[FRIAM] ockham's razor losing its edge?

steve smith sasmyth at swcp.com
Fri Jan 31 17:33:12 EST 2025


On 1/31/25 1:20 PM, glen wrote:
> So even though you understand my basic point of [ab]use and the 
> tolerance of error or tolerance of ambiguity, I'm not hearing any 
> recognition of schematic systems in your responses. It's fine, of 
> course. It would be reasonable to take the absence of my language in 
> your responses as an implicit rejection of the game I'm trying to 
> define. In fact, I kinda hope that's the case because I enjoy that 
> kind of subtle game play. But just in case it's not ...
>
> The in general, observation bias, and in specific, schematic bias, I'm 
> pointing to cf. multiverse analysis (pluralism) versus either 
> parsimony or complicatedness (monism) won't be understood without 
> understanding what it means to be schematic in one's "calibration". In 
> perhaps obsolete terminology, it amounts to requirements analysis with 
> predicates like "must have" versus "nice to have" versus "don't care", 
> etc. 

The easy answer is that I'm probably just entirely over my head in this 
conversation.

I was focused (perhaps) mostly on your original opening line about 
parsimony being a red herring.  If I doubled down on the miter saw 
calibrationexample, it was because I thought you were willfully 
misunderstanding or ignoring the specifics of the example.   If I can 
recast it into "the schematic" (scare quotes to acknowledge I may be 
misunderstanding the concept in some fundamental way) then the issue 
might be to reframe the problem from "cutting at a specific angle" to 
"cutting two pieces at complementary angles which sum to the orthogonal 
to support a specific type of joinery within a specific range of 
constructions where orthogonality has specific value"?

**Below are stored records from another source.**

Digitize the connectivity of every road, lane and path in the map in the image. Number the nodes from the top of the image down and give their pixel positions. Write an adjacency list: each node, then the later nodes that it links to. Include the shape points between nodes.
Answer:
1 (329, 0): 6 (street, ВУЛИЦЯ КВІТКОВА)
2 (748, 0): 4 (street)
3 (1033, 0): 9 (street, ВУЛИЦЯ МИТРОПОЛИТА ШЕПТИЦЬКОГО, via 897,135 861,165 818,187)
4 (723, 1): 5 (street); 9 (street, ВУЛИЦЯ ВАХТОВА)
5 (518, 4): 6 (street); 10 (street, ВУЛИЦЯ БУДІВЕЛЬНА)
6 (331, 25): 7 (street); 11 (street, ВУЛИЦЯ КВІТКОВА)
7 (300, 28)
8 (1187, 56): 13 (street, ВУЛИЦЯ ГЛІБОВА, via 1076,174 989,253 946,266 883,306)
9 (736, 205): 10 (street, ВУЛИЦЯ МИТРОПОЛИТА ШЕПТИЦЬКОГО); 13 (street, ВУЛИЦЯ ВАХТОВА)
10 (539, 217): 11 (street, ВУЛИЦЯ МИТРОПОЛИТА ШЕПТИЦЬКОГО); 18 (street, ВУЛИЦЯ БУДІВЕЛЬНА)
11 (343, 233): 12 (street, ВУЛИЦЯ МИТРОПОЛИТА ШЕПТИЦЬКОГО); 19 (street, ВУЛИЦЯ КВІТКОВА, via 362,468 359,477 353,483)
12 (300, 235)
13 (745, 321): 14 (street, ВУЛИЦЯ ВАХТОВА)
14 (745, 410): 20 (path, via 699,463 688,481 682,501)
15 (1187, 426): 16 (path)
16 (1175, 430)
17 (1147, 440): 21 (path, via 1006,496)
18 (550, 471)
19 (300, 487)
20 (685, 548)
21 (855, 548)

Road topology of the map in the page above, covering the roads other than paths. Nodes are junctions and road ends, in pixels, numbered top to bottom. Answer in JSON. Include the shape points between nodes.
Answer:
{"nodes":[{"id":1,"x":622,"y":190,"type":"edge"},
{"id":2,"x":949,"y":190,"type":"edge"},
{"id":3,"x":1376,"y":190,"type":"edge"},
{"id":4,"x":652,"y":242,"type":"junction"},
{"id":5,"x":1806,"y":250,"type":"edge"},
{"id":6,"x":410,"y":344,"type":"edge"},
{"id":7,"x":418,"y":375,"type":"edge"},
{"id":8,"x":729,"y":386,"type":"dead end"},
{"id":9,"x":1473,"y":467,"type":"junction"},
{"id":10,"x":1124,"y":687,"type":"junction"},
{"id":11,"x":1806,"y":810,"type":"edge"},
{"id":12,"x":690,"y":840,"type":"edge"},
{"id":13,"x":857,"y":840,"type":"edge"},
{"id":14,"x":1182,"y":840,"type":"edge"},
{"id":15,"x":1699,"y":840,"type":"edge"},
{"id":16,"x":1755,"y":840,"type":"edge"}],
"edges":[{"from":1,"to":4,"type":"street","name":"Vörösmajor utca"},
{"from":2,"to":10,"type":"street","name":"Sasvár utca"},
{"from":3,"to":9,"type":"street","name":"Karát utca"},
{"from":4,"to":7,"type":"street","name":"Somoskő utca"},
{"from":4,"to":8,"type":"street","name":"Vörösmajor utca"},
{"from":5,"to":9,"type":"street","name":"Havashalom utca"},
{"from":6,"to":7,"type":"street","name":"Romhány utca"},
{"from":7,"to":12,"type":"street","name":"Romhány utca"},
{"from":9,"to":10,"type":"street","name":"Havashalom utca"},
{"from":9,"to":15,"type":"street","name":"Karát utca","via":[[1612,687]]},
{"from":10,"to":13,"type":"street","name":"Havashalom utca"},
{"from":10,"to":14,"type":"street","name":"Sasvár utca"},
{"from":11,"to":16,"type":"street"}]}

Attempting to understand you more better, I will focus here on what you 
call the "schematic".  If I understand you correctly, my EC registration 
example *was* schematic?  I'm lost when you equate (relate?) 
"complicatedness" to monism?  In this case monism as a single unified 
theory with plurality being it's complement or opposite.  I am used to 
this list arguing monism vs dualism (without my own dog in the fight) so 
probably didn't appreciate the nuance there.   In fact I think my lack 
of a dog in the monist/dualist fight is that (I think) I'm pretty 
pluralist at my core.   But maybe my words or behaviour say otherwise.